Already up to 1800 calories.

I went to the movie, and I'd already decided to indulge in my expensive (in money and calories) movie treat - popcorn with butter AND Rasinets (washed down with Diet Coke). That's estimated at 653 calories, but I can't be sure because I can't say how much butter I ate (I guessed 4 tbsp, is that a gross overestimate or a gross underestimate? can't say. tbsp measure of melted vs. solid butter? also don't know if popcorn is air popped or popped in oil - I guessed air popped)

That brought me up to 2450 calories.

Then I got a venti mocha from Starbucks, and would you believe that that was 410 calories? And 17 grams of protein too! Still.

And the movie was a big disappointment. I laughed at times, but for a great idea, it was very immature and needed a lot more work. One thing, though, that really resonated is how there's just no shortage of fairy tales or movies that show that no matter how ugly or dorky or undesirable a man you are, you can still have that Beautiful Woman. Not that ugly woman you sneer at in disgust. And if you are that ugly woman - well, there are no movies about you, and nobody wants you, and nobody wants to watch a movie where the ugly chick gets the guy. Ok, there was one movie - The Truth About Cats and Dogs - although Garofalo is widely considered to be a hottie. And, well I just don't know if Shallow Hal counts. There's a song for teenagers on the radio these days about a girl who's a bit of a tomboy and has a crush on a guy who she feels really connected with, but he's chasing after some cheerleader who's hot but doesn't get him, and he's trying to be who the hot chick would want instead of settling for the "real" girl, who is waiting for him to see her, and that's fine for a teenager, but she will learn by her twenties that that guy isn't ever going to see her, at least not until after he's married the cheerleader.

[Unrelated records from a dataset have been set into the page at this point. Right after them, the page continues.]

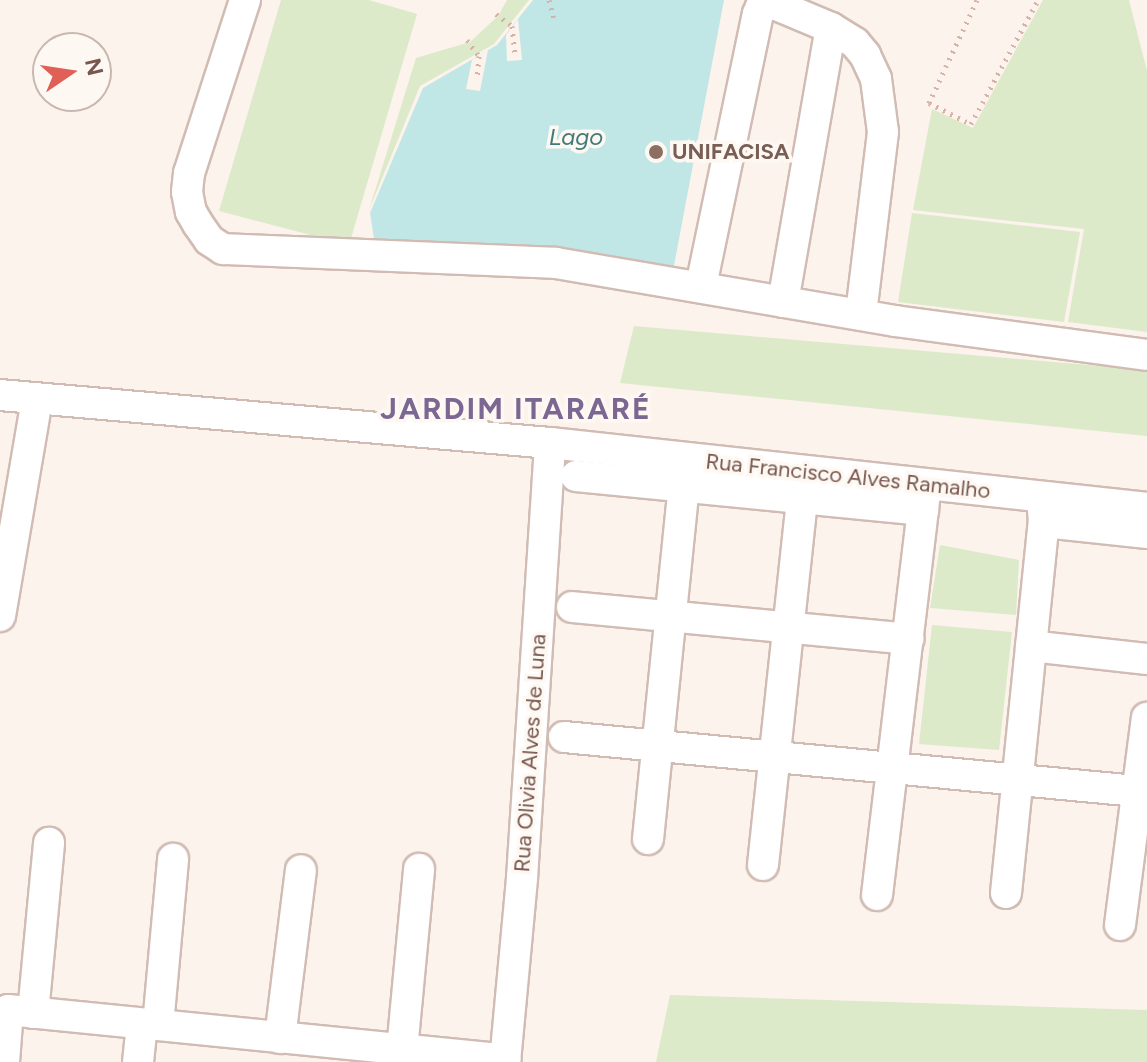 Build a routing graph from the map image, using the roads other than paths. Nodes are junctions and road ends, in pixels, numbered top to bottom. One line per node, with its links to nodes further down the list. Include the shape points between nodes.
1 (245, 0): 3 (street, via 189,173 191,212 216,245 556,263)
2 (831, 28): 3 (street, via 774,4 760,9); 4 (street); 5 (street, via 865,55 876,79 882,115)
3 (701, 286): 4 (street)
4 (783, 302): 5 (street)
5 (861, 315): 6 (street)
6 (1147, 355)
7 (0, 395): 8 (street, Rua Francisco Alves Ramalho)
8 (37, 400): 9 (street, Rua Francisco Alves Ramalho); 18 (street)
9 (550, 443): 12 (street, Rua Francisco Alves Ramalho); 44 (street, Rua Olivia Alves de Luna)
10 (576, 476): 11 (street)
11 (684, 487): 13 (street); 19 (street)
12 (925, 497): 13 (street); 15 (street, Rua Francisco Alves Ramalho); 21 (street)
13 (802, 498): 20 (street)
14 (1147, 508): 15 (street, Rua Francisco Alves Ramalho)
15 (1043, 510): 16 (street); 22 (street)
16 (1147, 533)
17 (572, 607): 19 (street)
18 (0, 616)
19 (671, 617): 20 (street); 26 (street)
20 (788, 628): 21 (street); 27 (street)
21 (908, 639): 28 (street)
22 (1031, 646): 23 (street); 29 (street)
23 (1147, 659)
24 (1147, 718): 30 (street)
25 (564, 737): 26 (street)
26 (658, 746): 27 (street); 31 (street)
27 (775, 757): 28 (street); 34 (street)
28 (893, 768): 29 (street); 38 (street)
29 (1018, 780): 30 (street); 37 (street)
30 (1142, 792): 39 (street)
31 (648, 839)
32 (49, 843): 40 (street)
33 (173, 859): 41 (street)
34 (763, 865)
35 (419, 869): 43 (street)
36 (301, 870): 42 (street)
37 (1006, 893)
38 (877, 895)
39 (1120, 925)
40 (33, 1013): 41 (street); 45 (street, via 8,1010)
41 (150, 1024): 42 (street); 46 (street)
42 (266, 1045): 43 (street)
43 (391, 1054): 44 (street)
44 (505, 1061)
45 (4, 1062)
46 (138, 1062)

When I was watching youtube videos of women going through gastric bypass surgery, one woman addressed the question of another woman on an issue that I have but didn't know if anyone else did - the issue of whether or not feelings of bitterness and resentment would surface when, after years of being disregarded as a potential girlfriend, suddenly those guys show interest. I thought I would be so bitter and haughty and wouldn't be interested in any relationships with anyone purely out of resentment - I mean, I'm the same person, and I've always been deserving of love that I don't get to have because I'm too fat. The person in the video said, "I thought I'd feel that way, but now that I'm here I don't feel that way."

(Combined with all I've read about "You're good enough to fuck, but too fat to be my girlfriend" or "Any time a guy has sex with a fat girl he's just slumming" or "Fat chicks give the best head because they're hungry and eager to please" makes me quite turned off by the whole idea of the dating scene and male sexuality, and lately I feel I'd rather just stay out of it until true love shows up and makes me trust in it, if such a possibility even exists.)